A separatist legislator in the Canadian province of Quebec has backtracked after criticizing a fellow parliamentarian for wearing a kippah in the legislative chamber on Holocaust Remembrance Day, JTA reported on Monday.

During a raucous session, opposition leader Jean-François Lisée of the Parti-Québécois criticized David Birnbaum, the only Jewish legislator of the governing Liberal Party, for wearing the skullcap.

Lisée said doing so may have violated a rule forbidding partisan symbols in Parliament. He was responding to Quebec premier Phillippe Couillard, who had criticized Lisée for wearing his own party’s lapel pin in the legislative hall.

Lisée said allowing the kippah while banning his pin constituted a “hierarchy between some convictions and others.”

An angry Birnbaum defended his actions, saying, “I can wear that kippah anywhere.”

“To suggest that a Jewish [parliamentarian] should be forced to hide his religious identity – on Yom Hashoah, no less – is grotesque and unacceptable,” B’nai Brith Canada CEO Michael Mostyn said in response to the incident.

On Thursday, Lisée conceded in a statement on Facebook that Birnbaum did indeed have the right to wear the kippah, but said religious rights should not supersede others.

In 2014, a bill that would have banned the wearing of religious symbols, including a kippah, in public workplaces was raised for public hearings in Quebec.

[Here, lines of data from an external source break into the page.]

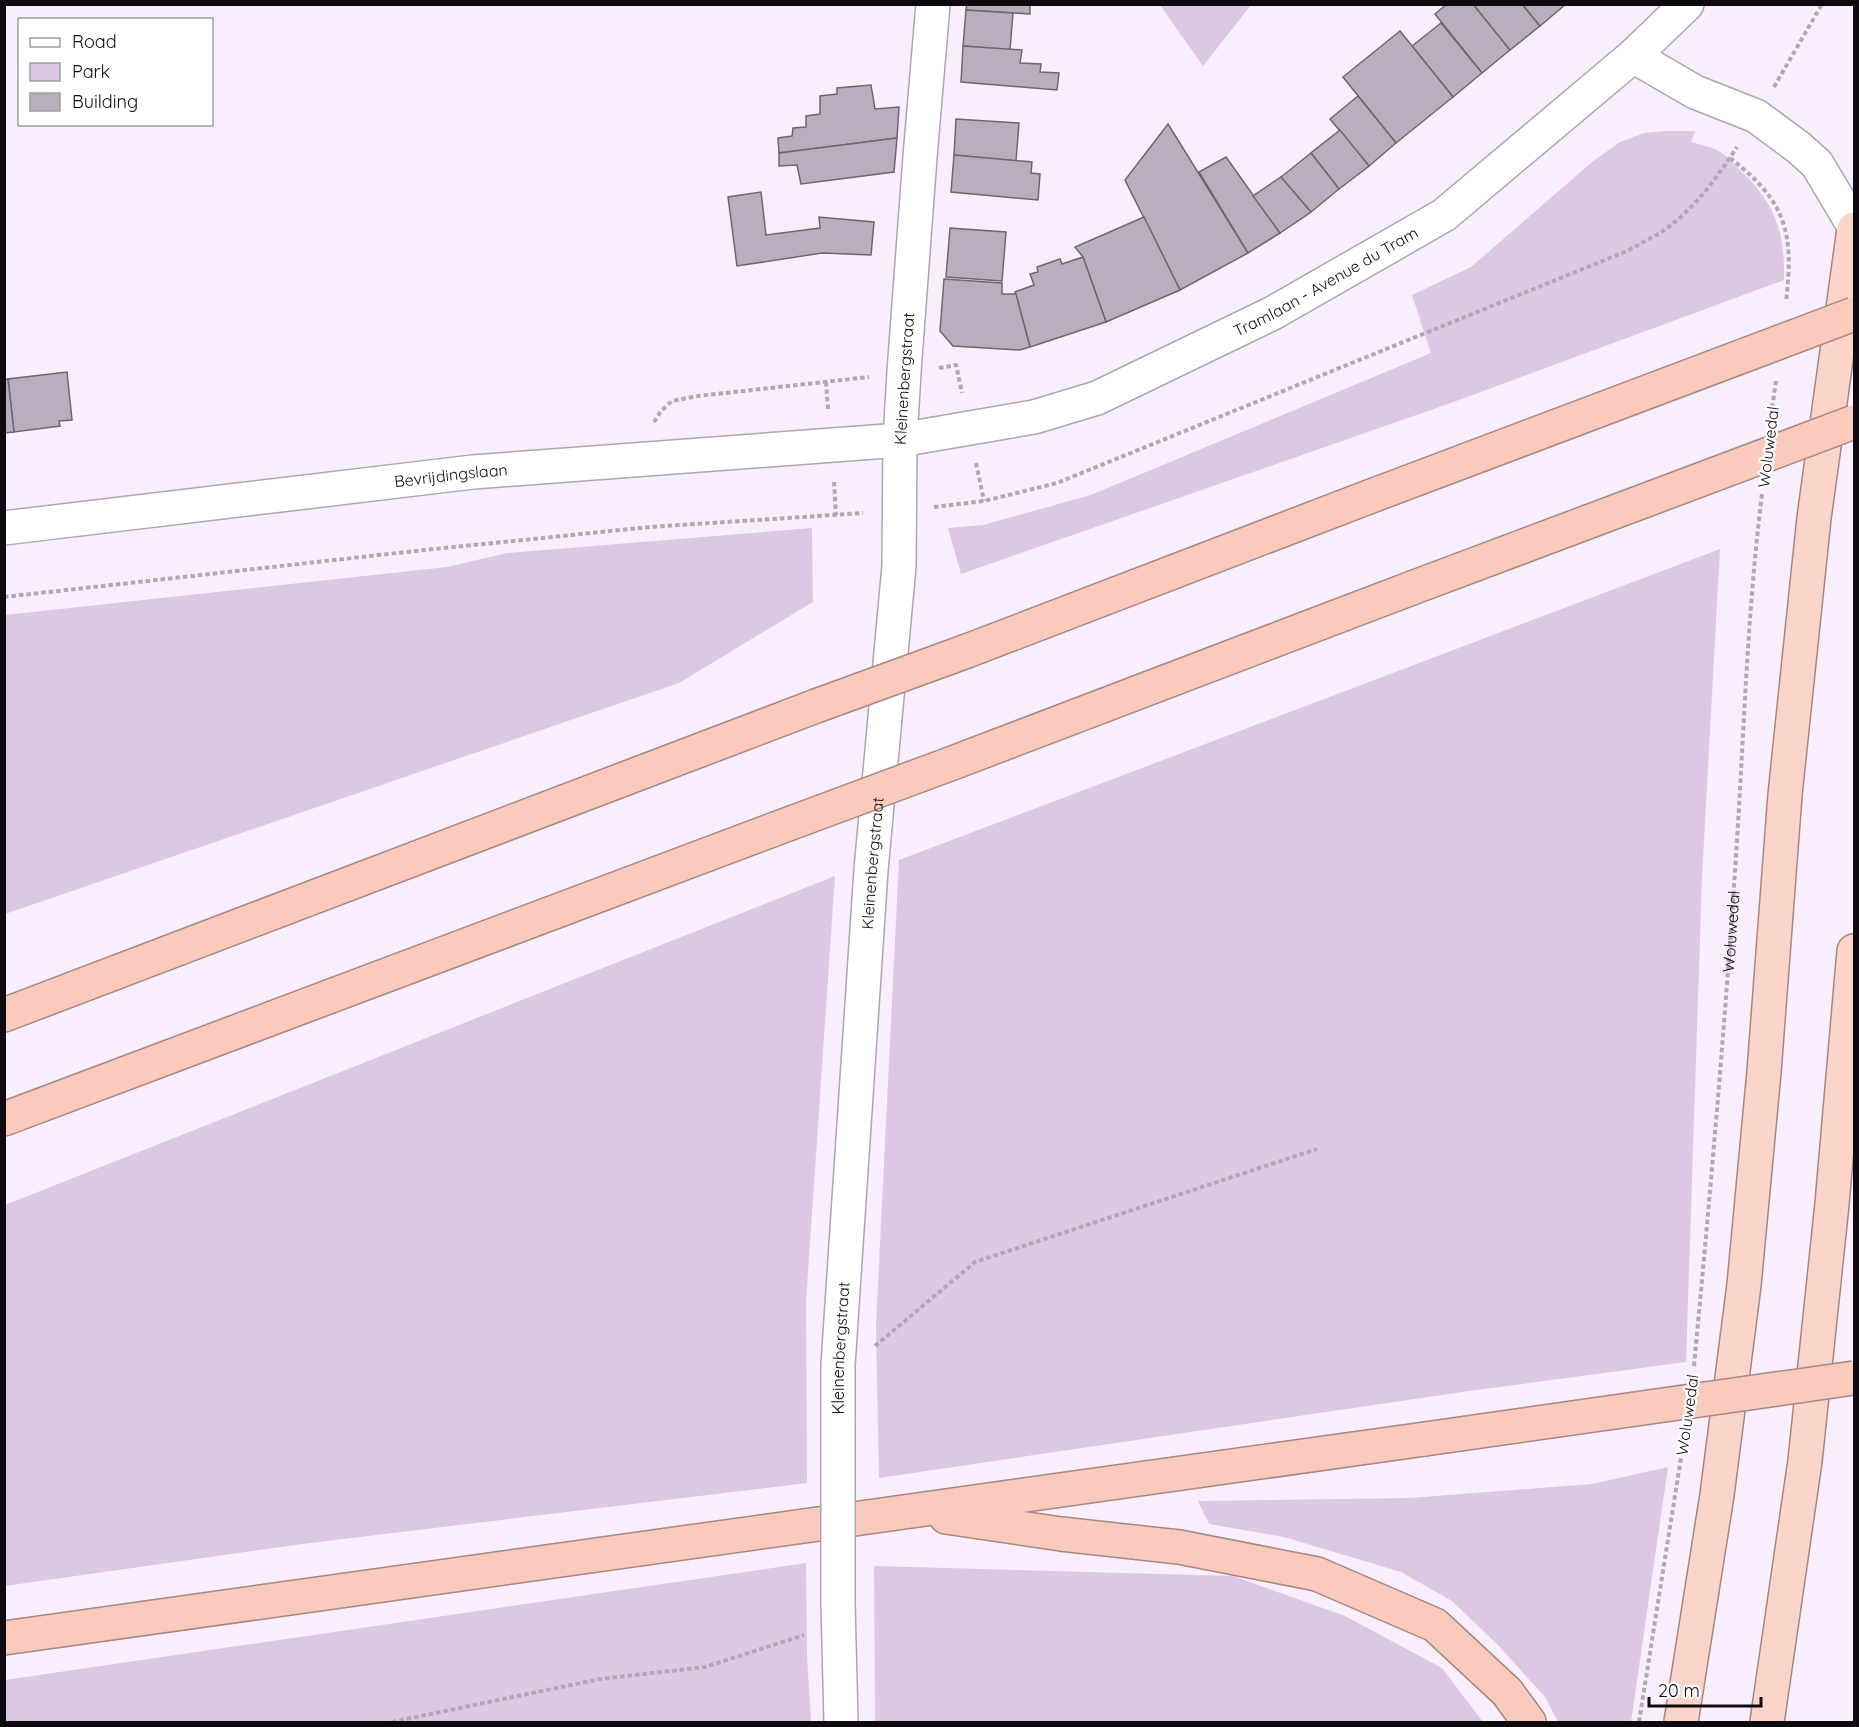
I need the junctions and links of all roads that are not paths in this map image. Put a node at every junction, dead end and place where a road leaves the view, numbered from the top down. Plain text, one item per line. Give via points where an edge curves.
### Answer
1 (933, 4) edge
2 (1686, 4) edge
3 (1633, 57) junction
4 (1854, 227) edge
5 (1854, 314) edge
6 (1854, 422) edge
7 (900, 440) junction
8 (4, 528) edge
9 (1854, 951) edge
10 (74, 988) junction
11 (4, 1003) edge
12 (4, 1015) edge
13 (4, 1119) edge
14 (1854, 1378) edge
15 (912, 1512) junction
16 (4, 1638) edge
17 (841, 1722) edge
18 (1529, 1722) edge
19 (1681, 1722) edge
20 (1767, 1722) edge

1 - 7 street, Kleinenbergstraat
2 - 3 street, Tramlaan - Avenue du Tram
3 - 4 street via 1695,92 1756,116 1798,147 1816,164
3 - 7 street, Tramlaan - Avenue du Tram via 1444,215 1273,313 1097,398 1034,417
4 - 19 highway via 1814,518 1785,795 1744,1285 1717,1495
5 - 10 highway, bridge
6 - 13 highway, bridge
7 - 8 street, Bevrijdingslaan via 473,472
7 - 17 street, Kleinenbergstraat, bridge via 899,566 871,870 838,1365
9 - 20 highway via 1805,1461
10 - 11 highway
10 - 12 highway
14 - 15 highway, bridge
15 - 16 highway
15 - 18 highway via 1179,1547 1317,1574 1435,1625 1507,1692

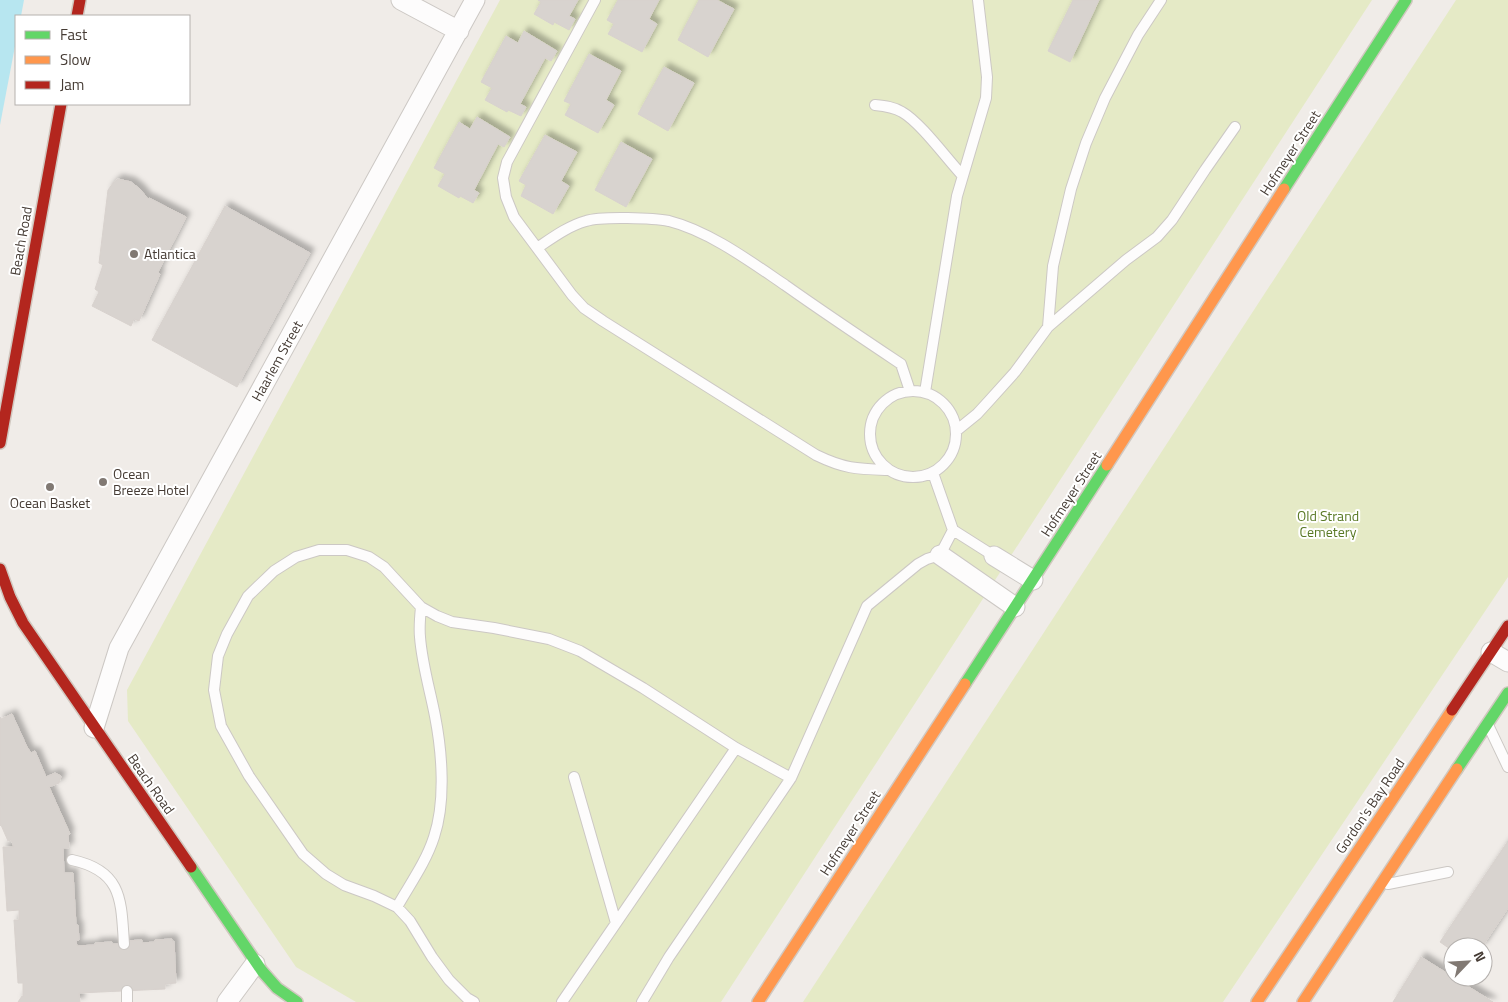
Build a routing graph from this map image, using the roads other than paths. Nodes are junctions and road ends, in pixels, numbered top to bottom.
1 (80, 0) edge
2 (401, 0) edge
3 (475, 0) edge
4 (595, 0) edge
5 (978, 0) edge
6 (1161, 0) edge
7 (1406, 0) edge
8 (77, 15) edge
9 (458, 31) junction
10 (61, 105) edge
11 (876, 105) dead end
12 (1235, 128) dead end
13 (962, 175) junction
14 (537, 248) junction
15 (1048, 327) junction
16 (910, 391) junction
17 (925, 392) junction
18 (956, 431) junction
19 (0, 443) edge
20 (888, 470) junction
21 (933, 473) junction
22 (953, 530) junction
23 (940, 556) junction
24 (994, 556) joint
25 (0, 569) edge
26 (1033, 580) junction
27 (420, 607) junction
28 (1015, 608) junction
29 (1508, 626) edge
30 (1491, 652) junction
31 (1508, 662) edge
32 (1508, 693) edge
33 (1488, 724) junction
34 (94, 728) junction
35 (736, 748) junction
36 (1508, 767) edge
37 (574, 777) dead end
38 (791, 778) junction
39 (72, 860) dead end
40 (1448, 872) dead end
41 (1381, 885) junction
42 (396, 907) junction
43 (616, 923) junction
44 (124, 944) dead end
45 (255, 964) junction
46 (127, 991) dead end
47 (127, 1002) edge
48 (227, 1002) edge
49 (296, 1002) edge
50 (474, 1002) edge
51 (562, 1002) edge
52 (642, 1002) edge
53 (758, 1002) edge
54 (1257, 1002) edge
55 (1303, 1002) edge

1 - 8 street
2 - 9 street
3 - 9 street, Haarlem Street
4 - 14 lane
5 - 13 lane
6 - 15 lane
7 - 26 street, Hofmeyer Street
9 - 34 street, Haarlem Street
10 - 19 street, Beach Road
11 - 13 lane
12 - 15 lane
13 - 17 lane
14 - 16 lane
14 - 20 lane
15 - 18 lane
16 - 17 lane
16 - 20 lane
17 - 18 lane
18 - 21 lane
20 - 21 lane
21 - 22 lane
22 - 23 lane
22 - 24 lane
23 - 28 street
23 - 38 lane
24 - 26 street
25 - 34 street, Beach Road
26 - 28 street, Hofmeyer Street
27 - 35 lane
27 - 42 lane
27 - 42 lane
28 - 53 street, Hofmeyer Street
29 - 30 street, Gordon's Bay Road
30 - 31 street
30 - 54 street, Gordon's Bay Road
32 - 33 street
33 - 36 lane
33 - 41 street
34 - 45 street, Beach Road
35 - 38 lane
35 - 43 lane
37 - 43 lane
38 - 52 lane
39 - 44 lane
40 - 41 lane
41 - 55 street
42 - 50 lane
43 - 51 lane
45 - 48 street
45 - 49 street, Beach Road
46 - 47 lane

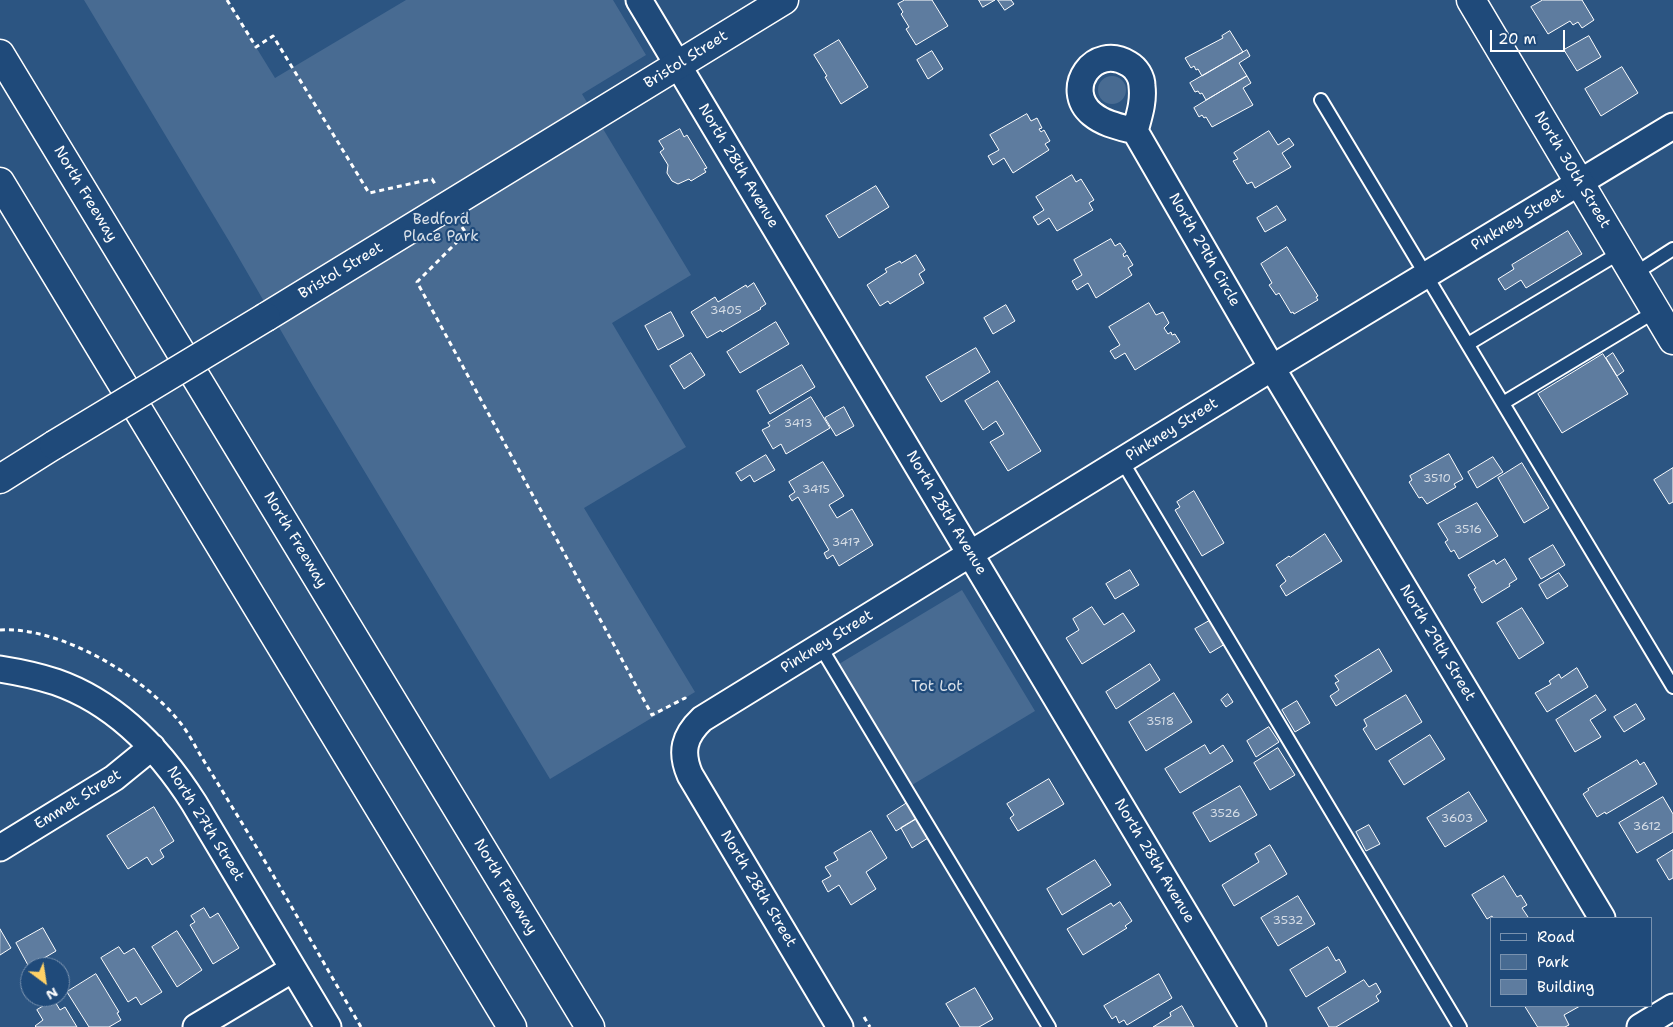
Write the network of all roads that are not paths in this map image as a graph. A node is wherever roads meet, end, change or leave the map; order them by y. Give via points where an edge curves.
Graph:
1 (639, 0) edge
2 (784, 0) edge
3 (1471, 0) edge
4 (0, 54) edge
5 (678, 65) junction
6 (1321, 100) dead end
7 (1673, 126) edge
8 (1135, 131) dead end
9 (0, 182) edge
10 (1579, 183) junction
11 (1673, 248) edge
12 (1627, 263) junction
13 (1427, 276) junction
14 (1656, 311) junction
15 (1673, 340) edge
16 (1468, 344) junction
17 (1272, 368) junction
18 (1503, 403) junction
19 (1122, 461) junction
20 (0, 479) edge
21 (970, 554) junction
22 (820, 646) junction
23 (0, 669) edge
24 (1673, 687) edge
25 (152, 747) junction
26 (684, 748) joint
27 (0, 848) edge
28 (1601, 917) edge
29 (293, 968) junction
30 (196, 1027) edge
31 (328, 1027) edge
32 (512, 1027) edge
33 (590, 1027) edge
34 (840, 1027) edge
35 (1049, 1027) edge
36 (1253, 1027) edge
37 (1460, 1027) edge

1 - 5 street, North 28th Avenue
2 - 5 main road, Bristol Street
3 - 10 main road, North 30th Street
4 - 33 main road, North Freeway
5 - 20 main road, Bristol Street, bridge
5 - 21 street, North 28th Avenue
6 - 13 lane
7 - 10 street, Pinkney Street
8 - 17 street, North 29th Circle
9 - 32 main road
10 - 12 main road, North 30th Street
10 - 13 street, Pinkney Street
11 - 12 lane
12 - 14 main road, North 30th Street
12 - 16 lane
13 - 16 lane
13 - 17 street, Pinkney Street
14 - 15 main road, North 30th Street
14 - 18 lane
16 - 18 lane
17 - 19 street, Pinkney Street
17 - 28 street, North 29th Street
18 - 24 lane
19 - 21 street, Pinkney Street
19 - 37 lane
21 - 22 street, Pinkney Street
21 - 36 street, North 28th Avenue
22 - 26 street, Pinkney Street via 702,719 688,735
22 - 35 lane
23 - 25 street, North 27th Street via 45,678 77,691 122,720
25 - 27 street, Emmet Street via 114,778
25 - 29 street, North 27th Street via 191,798
26 - 34 street, North 28th Street via 690,775
29 - 30 street
29 - 31 street, North 27th Street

The controversial legislation resulted in a rare cooperation between Jewish and Muslim organizations, after prominent Muslim groups joined their opposition to the bill which they said amounts to a form of "institutionalized discrimination", that ultimately creates two levels of Quebec residents.

The bill was shelved later that year, after the Liberal Party won the provincial election, defeating the separatists who pushed for it.